The entire title transfer process, from notarization to new title in hand, typically takes 1 to 3 months when documents are complete, but backlogs at the BIR, Registry of Deeds, or LGU can extend this significantly.
Frequently Asked Questions
How do I find the exact local transfer tax rate and computation for my property?
Visit or call the City or Municipal Treasurer’s Office where the property is located. They will review your documents and give you an official computation based on their current revenue ordinance and prevailing fair market value schedules. You can also ask for a copy of the relevant section of their local tax code.
Is local transfer tax the same as capital gains tax?
No. Capital gains tax (6%) is a national tax paid to the BIR on the presumed gain from the sale. Local transfer tax is a separate local tax paid to the LGU and is much lower in percentage terms.
What happens if the selling price in the deed is lower than the BIR zonal value?
The LGU will use the higher value (usually the zonal value or assessor’s fair market value) as the tax base. This is standard practice across the country.
Who pays the local transfer tax in a typical property sale—the buyer or the seller?
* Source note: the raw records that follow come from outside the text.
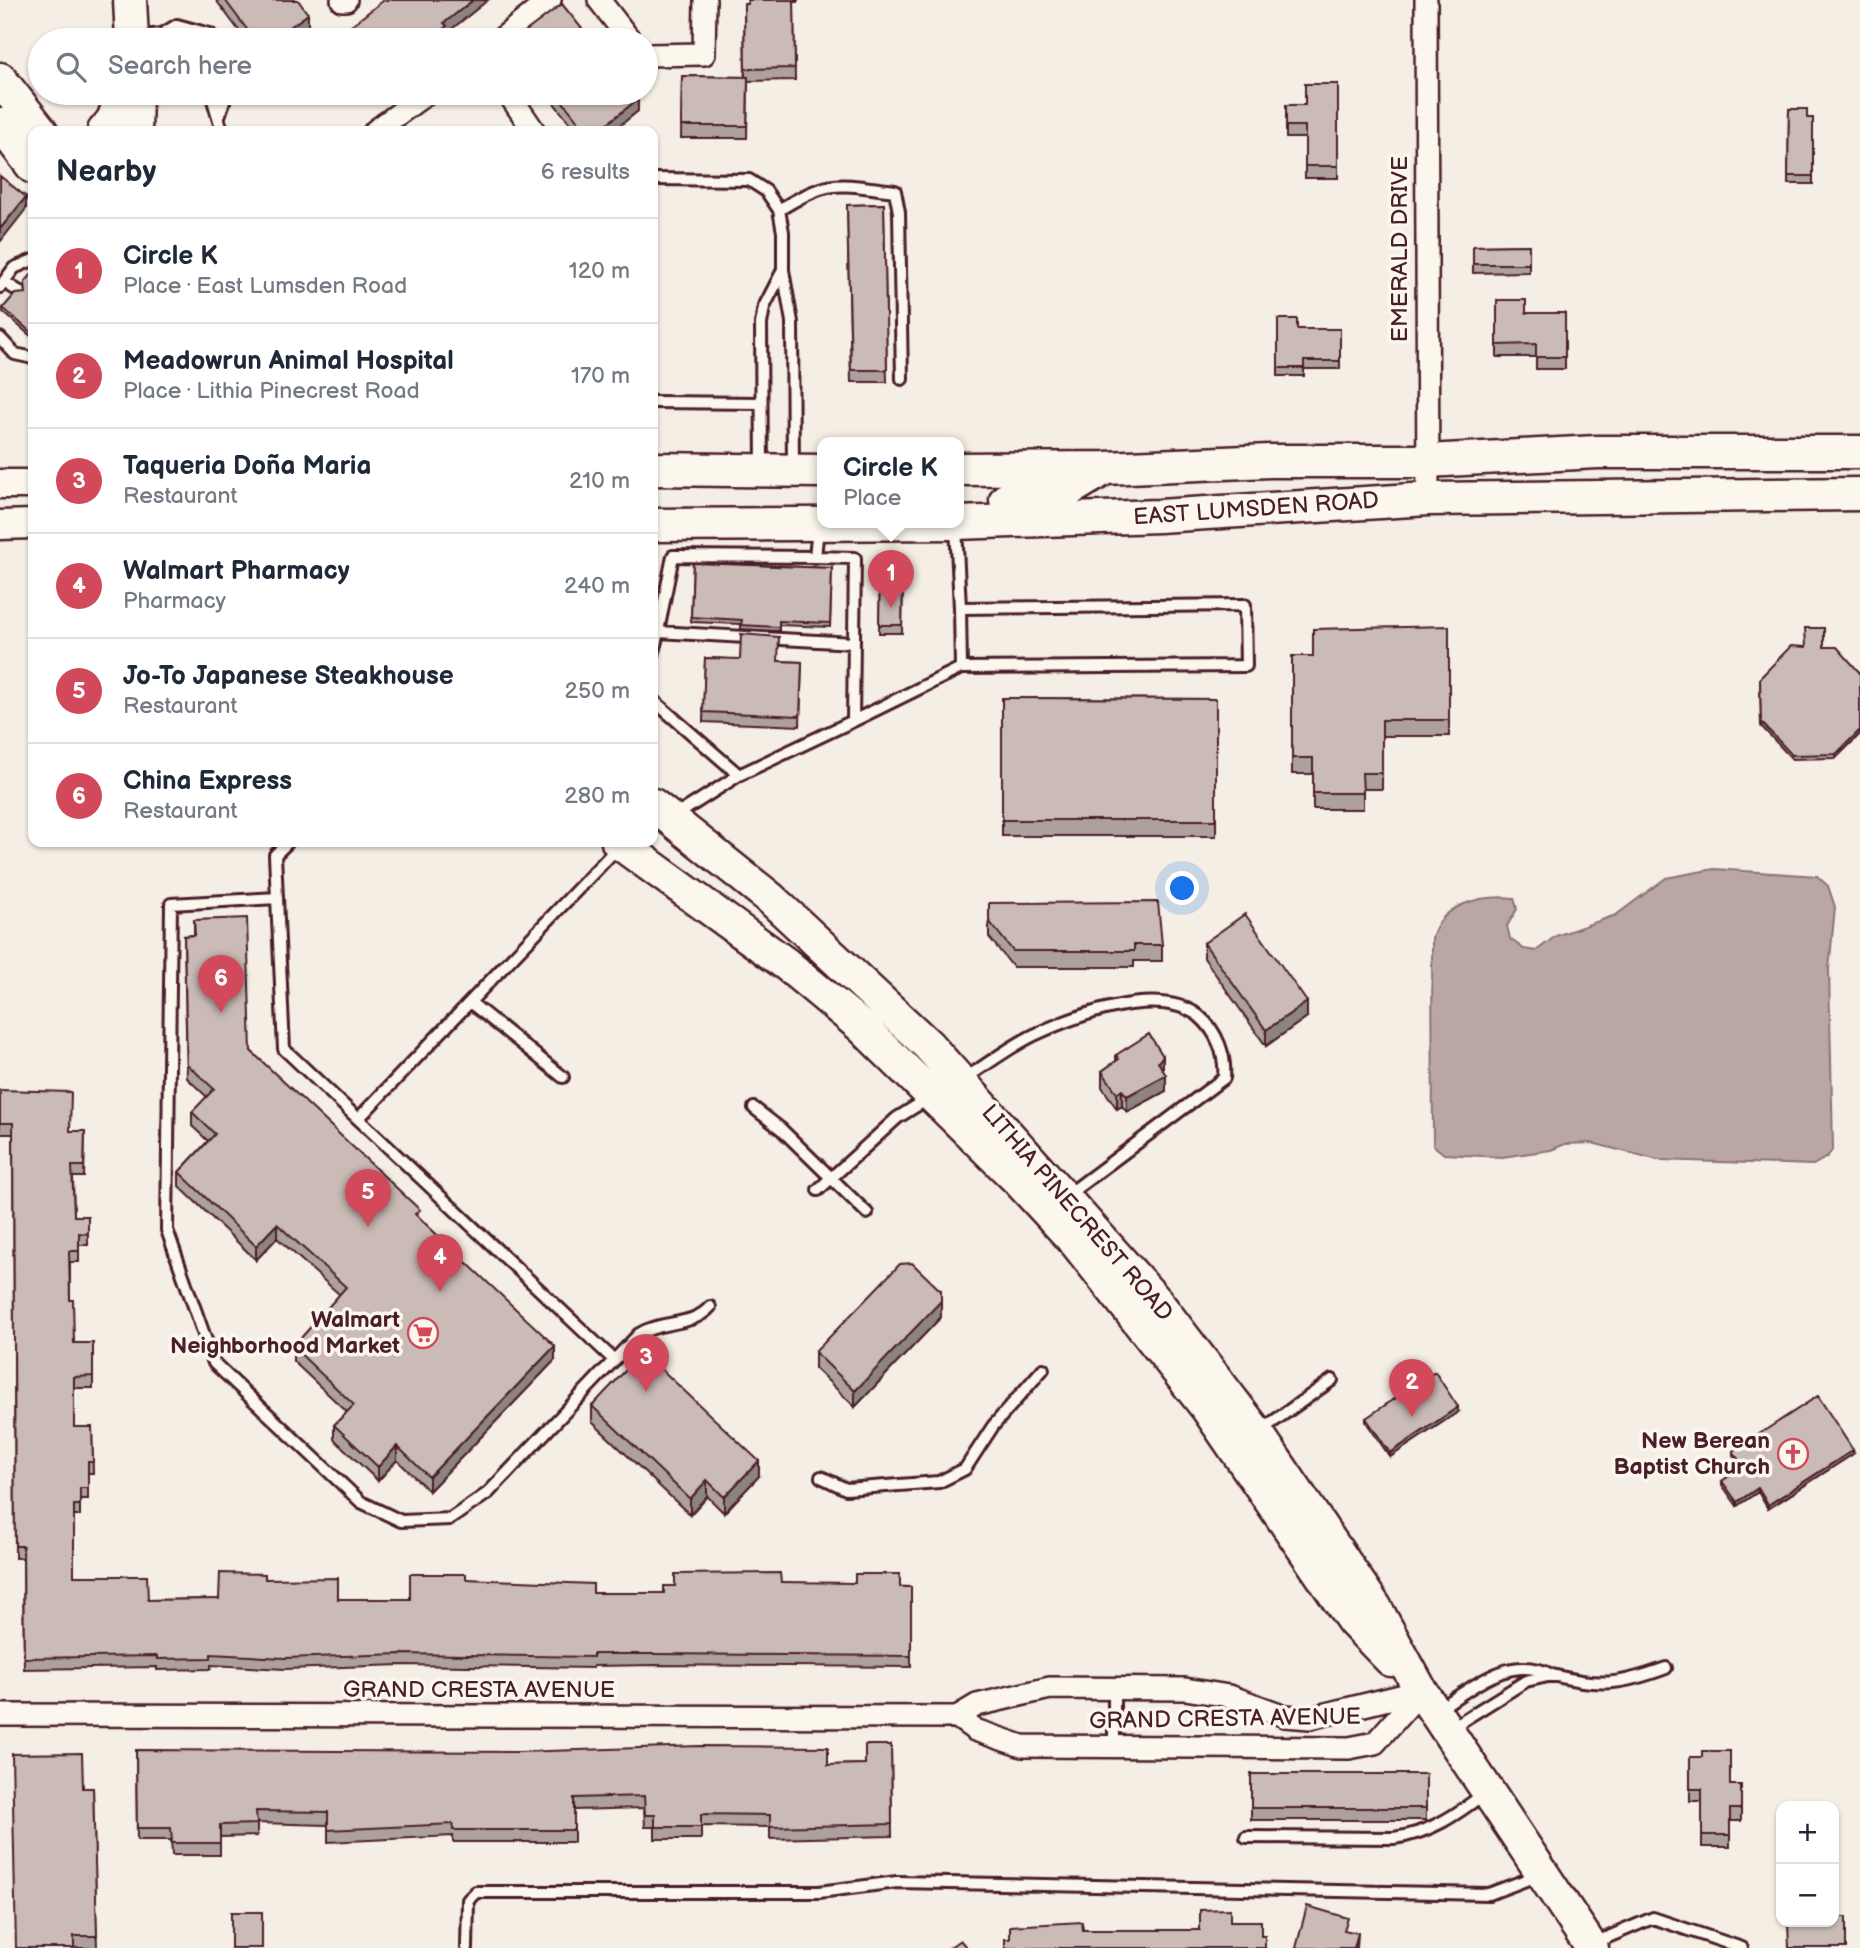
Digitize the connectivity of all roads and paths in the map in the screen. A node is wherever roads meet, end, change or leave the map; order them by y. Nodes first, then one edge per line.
1 (130, 0) edge
2 (550, 0) edge
3 (599, 0) edge
4 (705, 0) edge
5 (1426, 0) edge
6 (144, 28) edge
7 (171, 28) edge
8 (188, 28) edge
9 (515, 28) edge
10 (621, 28) edge
11 (658, 55) edge
12 (0, 79) edge
13 (119, 105) edge
14 (136, 105) edge
15 (215, 105) edge
16 (223, 105) edge
17 (411, 105) edge
18 (516, 105) edge
19 (219, 116) junction
20 (0, 124) edge
21 (37, 126) edge
22 (108, 126) edge
23 (135, 126) edge
24 (221, 126) edge
25 (382, 126) edge
26 (531, 126) edge
27 (28, 160) edge
28 (658, 179) edge
29 (779, 210) junction
30 (28, 262) edge
31 (783, 270) junction
32 (2, 284) edge
33 (20, 292) edge
34 (0, 338) edge
35 (28, 357) edge
36 (902, 379) dead end
37 (658, 402) edge
38 (761, 403) junction
39 (1860, 452) edge
40 (1427, 461) junction
41 (1105, 468) junction
42 (658, 469) edge
43 (964, 469) edge
44 (762, 470) junction
45 (808, 471) edge
46 (0, 484) edge
47 (28, 484) edge
48 (1860, 494) edge
49 (1428, 499) junction
50 (964, 502) edge
51 (964, 523) edge
52 (28, 524) edge
53 (0, 525) edge
54 (658, 526) edge
55 (817, 526) edge
56 (818, 528) edge
57 (956, 528) edge
58 (815, 557) junction
59 (960, 608) junction
60 (658, 627) edge
61 (658, 632) edge
62 (854, 643) junction
63 (961, 668) junction
64 (658, 705) edge
65 (853, 722) junction
66 (739, 775) junction
67 (661, 812) edge
68 (283, 847) edge
69 (615, 847) edge
70 (625, 847) edge
71 (277, 898) junction
72 (471, 1003) junction
73 (563, 1077) dead end
74 (947, 1088) junction
75 (754, 1108) dead end
76 (358, 1119) junction
77 (831, 1177) junction
78 (818, 1190) dead end
79 (1065, 1196) junction
80 (867, 1213) dead end
81 (710, 1307) dead end
82 (614, 1360) junction
83 (1043, 1369) dead end
84 (1332, 1380) dead end
85 (1207, 1408) junction
86 (1257, 1433) junction
87 (821, 1477) dead end
88 (1667, 1668) dead end
89 (1552, 1675) junction
90 (1114, 1689) junction
91 (1434, 1711) junction
92 (0, 1715) edge
93 (957, 1717) junction
94 (1114, 1747) junction
95 (1487, 1791) junction
96 (1246, 1837) dead end
97 (1542, 1874) junction
98 (1591, 1947) edge
99 (467, 1948) edge
100 (1742, 1948) edge

1 - 6 main road
2 - 9 street
3 - 10 street
4 - 11 street
5 - 40 street, EMERALD DRIVE
7 - 8 lane
12 - 21 main road
13 - 22 main road
14 - 23 main road
15 - 19 lane
16 - 19 lane
17 - 25 street
18 - 26 street
19 - 24 lane
20 - 27 main road
28 - 29 lane
29 - 31 lane
29 - 36 lane
30 - 32 lane
31 - 38 lane
31 - 45 lane
32 - 33 lane
34 - 35 lane
37 - 38 lane
38 - 44 lane
39 - 40 main road, EAST LUMSDEN ROAD
40 - 41 main road, EAST LUMSDEN ROAD
40 - 49 street, EMERALD DRIVE
41 - 43 main road, EAST LUMSDEN ROAD
41 - 50 main road
42 - 44 main road
44 - 45 main road
46 - 47 street
48 - 49 main road, EAST LUMSDEN ROAD
49 - 51 main road, EAST LUMSDEN ROAD
52 - 53 street
54 - 55 main road, EAST LUMSDEN ROAD
56 - 58 lane
57 - 59 lane
58 - 60 lane
58 - 62 lane
59 - 63 lane
59 - 63 lane
61 - 62 lane
62 - 65 lane
63 - 65 lane
64 - 66 lane
65 - 66 lane
66 - 67 lane
67 - 74 main road, LITHIA PINECREST ROAD
68 - 71 lane
69 - 72 lane
70 - 74 main road, LITHIA PINECREST ROAD
71 - 76 lane
71 - 82 lane
72 - 73 lane
72 - 76 lane
74 - 77 lane
74 - 79 main road, LITHIA PINECREST ROAD
74 - 79 lane
74 - 85 main road, LITHIA PINECREST ROAD
75 - 77 lane
76 - 82 lane
77 - 78 lane
77 - 80 lane
79 - 86 main road, LITHIA PINECREST ROAD
81 - 82 lane
83 - 87 lane
84 - 86 lane
85 - 86 main road
85 - 91 main road, LITHIA PINECREST ROAD
86 - 91 main road, LITHIA PINECREST ROAD
88 - 89 lane
89 - 91 lane
89 - 91 lane
90 - 91 street, GRAND CRESTA AVENUE
90 - 93 street, GRAND CRESTA AVENUE
90 - 94 lane
91 - 94 street, GRAND CRESTA AVENUE
91 - 95 main road, LITHIA PINECREST ROAD
92 - 93 street, GRAND CRESTA AVENUE
93 - 94 street, GRAND CRESTA AVENUE
95 - 96 lane
95 - 97 main road, LITHIA PINECREST ROAD
97 - 98 main road, LITHIA PINECREST ROAD
97 - 99 lane
98 - 100 lane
Legally the seller/transferor is responsible, but in practice the buyer often agrees to pay it as part of closing costs. The arrangement should be clearly stated in your contract or deed.
How long do I have to pay after signing the deed?
You have 60 days from the date the deed was notarized. Start the process early because obtaining the BIR CAR and other clearances can take time.
Do I still need to pay local transfer tax if I am inheriting the property?
Yes. Heirs must pay local transfer tax (based on fair market value) within 60 days from the date of death or execution of the extrajudicial settlement, in addition to any estate tax due to the BIR.
Can foreigners pay and process local transfer tax the same way?
The computation and payment process is the same. However, foreigners must ensure the underlying transfer is legally allowed under the Constitution. Land ownership by foreigners is generally restricted; condominium purchases have more leeway.
What documents do I need to bring for the initial computation at the Treasurer’s Office?
Bring the notarized deed, title, tax declarations, BIR CAR (if already available), real property tax clearance, and valid IDs. The office will tell you if anything else is required for your specific case.
Key Takeaways
- Local transfer tax is an LGU-imposed tax (typically 0.50% in provincial areas or up to 0.75% in cities and Metro Manila) computed on the higher of the selling price/consideration or the property’s fair market value (zonal or assessor’s value).
- Payment must be made within 60 days from notarization of the deed or from death in inheritance cases to avoid surcharges and interest.
- It is separate from BIR capital gains tax and documentary stamp tax; both national and local taxes are usually required before the Registry of Deeds will transfer the title.
- Always obtain the official computation directly from the local Treasurer’s Office rather than estimating on your own, as rates, valuation schedules, and exact procedures vary by LGU.
- Budget for local transfer tax as part of total closing costs, which commonly range from 8% to 12% or more of the property value when including all taxes and fees.
- For complex situations (inheritance, donations, foreign buyers, or disputes on value), consult a lawyer or experienced title transfer professional early to avoid costly delays.
- Keep real property taxes current and prepare complete documents in advance—these are the most common causes of bottlenecks in the transfer process.